I'm hoping its the radio cause a new antenna is expensive because I'm not red necking it with one of those universal fits that don't really fit, so a antenna from Ford is $102 and the spare radio need a $20 installation kit
I have the U shaped radio tool, but on this particular one I don't need it its held in from the factory with 4 screws


----------



## jprince526

*Re: 2008 Ford F150 Radio problem*

Another option you might look into is getting a interior adhesive windshield mount antenna. They actually work real good. Years ago I shaved my antenna and used one of these as a replacement. I just looked on ebay and they are selling them for $20 with shipping. The wiring is included and it might be worth a shot before spending the cash for a new factory antenna. You might also try snugging up the factory antenna, maybe it has become loose over time. As far as the adapter goes, you might try Walmart first, I know Radioshack is never the cheapest, Ha! 

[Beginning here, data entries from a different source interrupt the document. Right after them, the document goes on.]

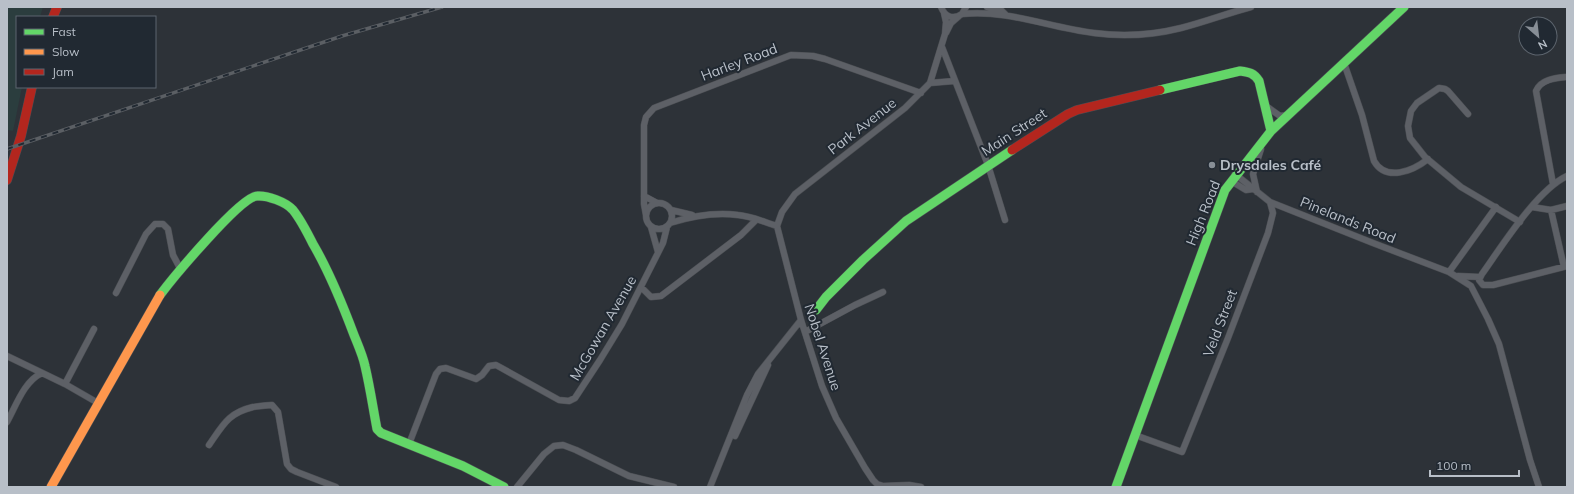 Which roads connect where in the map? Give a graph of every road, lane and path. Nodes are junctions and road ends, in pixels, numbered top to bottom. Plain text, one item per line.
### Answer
1 (966, 7) edge
2 (987, 7) edge
3 (1251, 7) edge
4 (1404, 7) edge
5 (941, 9) edge
6 (1239, 9) edge
7 (961, 15) junction
8 (1006, 15) junction
9 (945, 34) junction
10 (942, 46) junction
11 (1344, 63) junction
12 (1567, 77) edge
13 (954, 81) junction
14 (930, 83) junction
15 (32, 88) edge
16 (921, 93) junction
17 (1266, 106) junction
18 (1290, 114) junction
19 (1468, 114) dead end
20 (1271, 132) junction
21 (1262, 145) junction
22 (1428, 160) junction
23 (988, 165) junction
24 (1567, 176) edge
25 (1233, 178) junction
26 (7, 180) edge
27 (1553, 184) junction
28 (1255, 191) junction
29 (644, 196) junction
30 (1270, 202) junction
31 (657, 203) junction
32 (1532, 206) junction
33 (1567, 206) edge
34 (1496, 207) junction
35 (671, 210) junction
36 (1551, 210) junction
37 (646, 215) junction
38 (696, 216) junction
39 (756, 220) junction
40 (1006, 220) dead end
41 (1520, 222) junction
42 (669, 225) junction
43 (777, 226) junction
44 (651, 227) junction
45 (666, 234) junction
46 (653, 236) junction
47 (658, 252) junction
48 (1566, 267) edge
49 (181, 270) junction
50 (1449, 272) junction
51 (1458, 276) junction
52 (1480, 277) junction
53 (641, 287) junction
54 (884, 292) dead end
55 (116, 293) dead end
56 (816, 310) dead end
57 (801, 320) junction
58 (94, 329) dead end
59 (805, 332) junction
60 (7, 356) edge
61 (42, 373) junction
62 (64, 384) junction
63 (98, 403) junction
64 (7, 422) edge
65 (1135, 435) junction
66 (409, 444) junction
67 (209, 445) dead end
68 (51, 487) edge
69 (336, 487) edge
70 (504, 487) edge
71 (518, 487) edge
72 (674, 487) edge
73 (710, 487) edge
74 (922, 487) edge
75 (1116, 487) edge
76 (1539, 487) edge

1 - 7 street, Park Avenue
2 - 8 street
3 - 6 street
4 - 11 street, High Road
5 - 7 street
5 - 9 street, Park Avenue
6 - 8 street
7 - 8 street
7 - 9 street, Park Avenue
9 - 10 street, Park Avenue
10 - 13 street
10 - 14 street, Park Avenue
11 - 18 street, High Road
11 - 22 street
12 - 27 street
13 - 14 street
13 - 23 street
14 - 16 street, Park Avenue
15 - 26 street
16 - 29 street, Harley Road
16 - 43 street, Park Avenue
17 - 18 street
17 - 20 street, Main Street
17 - 23 street, Main Street
18 - 20 street, High Road
19 - 22 street
20 - 21 street, High Road
21 - 25 street, High Road
21 - 28 street
22 - 34 street
23 - 40 street
23 - 56 street, Main Street
24 - 27 street
25 - 28 street
25 - 65 street, High Road
27 - 32 street
28 - 30 street, Pinelands Road
29 - 31 street
29 - 37 street, Harley Road
30 - 50 street, Pinelands Road
30 - 65 street, Veld Street
31 - 35 street
31 - 37 street
32 - 36 street
32 - 41 street
33 - 36 street
34 - 41 street
34 - 50 street
35 - 38 street
35 - 42 street
36 - 48 street
37 - 44 street
38 - 39 street
38 - 42 street
39 - 43 street
39 - 53 street
41 - 52 street
42 - 44 street
42 - 45 street, McGowan Avenue
43 - 57 street, Nobel Avenue
44 - 46 street
45 - 46 street
45 - 47 street, McGowan Avenue
46 - 47 street
47 - 53 street, McGowan Avenue
48 - 52 street
49 - 55 street
49 - 63 street
49 - 66 street
50 - 51 street, Pinelands Road
51 - 52 street
51 - 76 street
53 - 66 street, McGowan Avenue
54 - 59 street
57 - 59 street, Nobel Avenue
57 - 73 street
58 - 62 street
59 - 74 street, Nobel Avenue
60 - 61 street
61 - 62 street
61 - 64 street
62 - 63 street
63 - 68 street
65 - 75 street, High Road
66 - 70 street
67 - 69 street
71 - 72 street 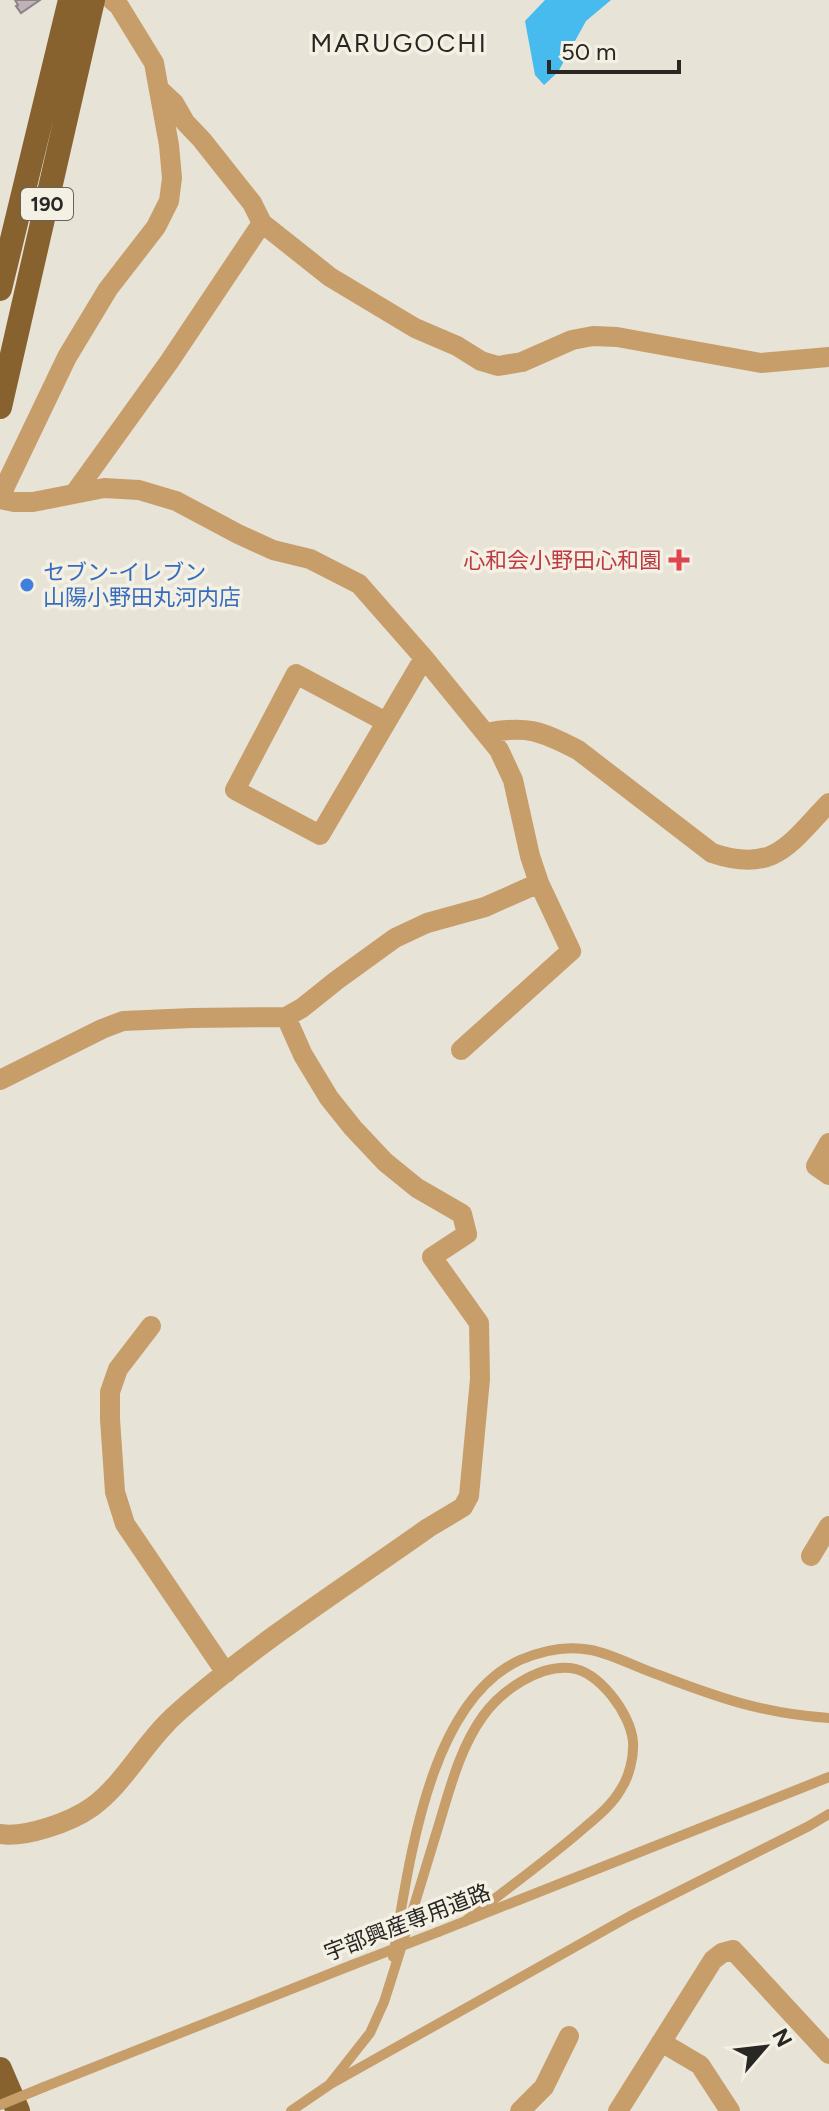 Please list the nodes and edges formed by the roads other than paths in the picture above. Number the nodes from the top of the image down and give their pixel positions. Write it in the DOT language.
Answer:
graph roads {
  1 [pos="70,0"];
  2 [pos="93,0"];
  3 [pos="112,0"];
  4 [pos="159,89"];
  5 [pos="262,223"];
  6 [pos="0,289"];
  7 [pos="829,357"];
  8 [pos="0,407"];
  9 [pos="74,494"];
  10 [pos="0,498"];
  11 [pos="424,658"];
  12 [pos="386,722"];
  13 [pos="486,733"];
  14 [pos="829,803"];
  15 [pos="539,883"];
  16 [pos="286,1017"];
  17 [pos="461,1050"];
  18 [pos="0,1080"];
  19 [pos="829,1143"];
  20 [pos="829,1175"];
  21 [pos="151,1326"];
  22 [pos="829,1526"];
  23 [pos="811,1556"];
  24 [pos="226,1673"];
  25 [pos="829,1718"];
  26 [pos="829,1777"];
  27 [pos="829,1814"];
  28 [pos="0,1834"];
  29 [pos="464,1922"];
  30 [pos="384,2002"];
  31 [pos="569,2036"];
  32 [pos="661,2042"];
  33 [pos="829,2054"];
  34 [pos="0,2069"];
  35 [pos="329,2085"];
  36 [pos="0,2105"];
  37 [pos="18,2111"];
  38 [pos="291,2111"];
  39 [pos="520,2111"];
  40 [pos="618,2111"];
  41 [pos="730,2111"];
  1 -- 6 [label="highway, 190"];
  2 -- 8 [label="highway, 190"];
  3 -- 4 [label="street"];
  4 -- 5 [label="street"];
  4 -- 10 [label="street"];
  5 -- 7 [label="street"];
  5 -- 9 [label="street"];
  9 -- 10 [label="street"];
  9 -- 11 [label="street"];
  11 -- 12 [label="street"];
  11 -- 13 [label="street"];
  12 -- 12 [label="street"];
  13 -- 14 [label="street"];
  13 -- 15 [label="street"];
  15 -- 16 [label="street"];
  15 -- 17 [label="street"];
  16 -- 18 [label="street"];
  16 -- 24 [label="street"];
  19 -- 20 [label="street"];
  21 -- 24 [label="street"];
  22 -- 23 [label="street"];
  24 -- 28 [label="street"];
  25 -- 30 [label="lane"];
  26 -- 29 [label="lane, 宇部興産専用道路"];
  27 -- 35 [label="lane"];
  29 -- 30 [label="lane"];
  29 -- 36 [label="lane, 宇部興産専用道路, bridge"];
  30 -- 35 [label="lane"];
  31 -- 39 [label="street"];
  32 -- 33 [label="street"];
  32 -- 40 [label="street"];
  32 -- 41 [label="street"];
  34 -- 37 [label="highway"];
  35 -- 38 [label="lane"];
}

Hidden Antenna Am FM Radio Stereo for 12V Car Boat RV Bike Motorcycle Truck | eBay

Ebay also has the Ford oem cable and mount new for $28, and the oem mast for $32


----------



## wolfen1086

*Re: 2008 Ford F150 Radio problem*

I gotta pass on those, I prefer the old style that are outside


----------



## wolfen1086

*Re: 2008 Ford F150 Radio problem*

Ok guys heres an update, I removed the antenna and both leads this evening and tested them like post 2 says to and everything is ok, BUT when I put the lead back into the radio I heard a click that I didn't hear when I took it off, and now the radio is a lot better sounding, only thing is now the stereo fades in and out.....Radio?


----------



## jprince526

*Re: 2008 Ford F150 Radio problem*

Honestly man, OEM radio's are cheap, I'd just find a similar model on ebay and swap it out.


----------



## wolfen1086

*Re: 2008 Ford F150 Radio problem*

No Need I have a spare radio here , its a Pioneer DEH-P3900MP that I'm gonna test here soon as I get two things, (1) the antenna adapter and (2) an install kit, and after testing I might leave it there , since I'm fully installing it just in case


----------



## wolfen1086

*Re: 2008 Ford F150 Radio problem*

Found the problem, checked the inner with last night it was bent inside the radio itself, so I straightened it as best I could and the stock radio started working , only thing is I installed the Pioneer anyway and now it sounds even better.
So this one is solved the antenna was fine, it was the stock radio


----------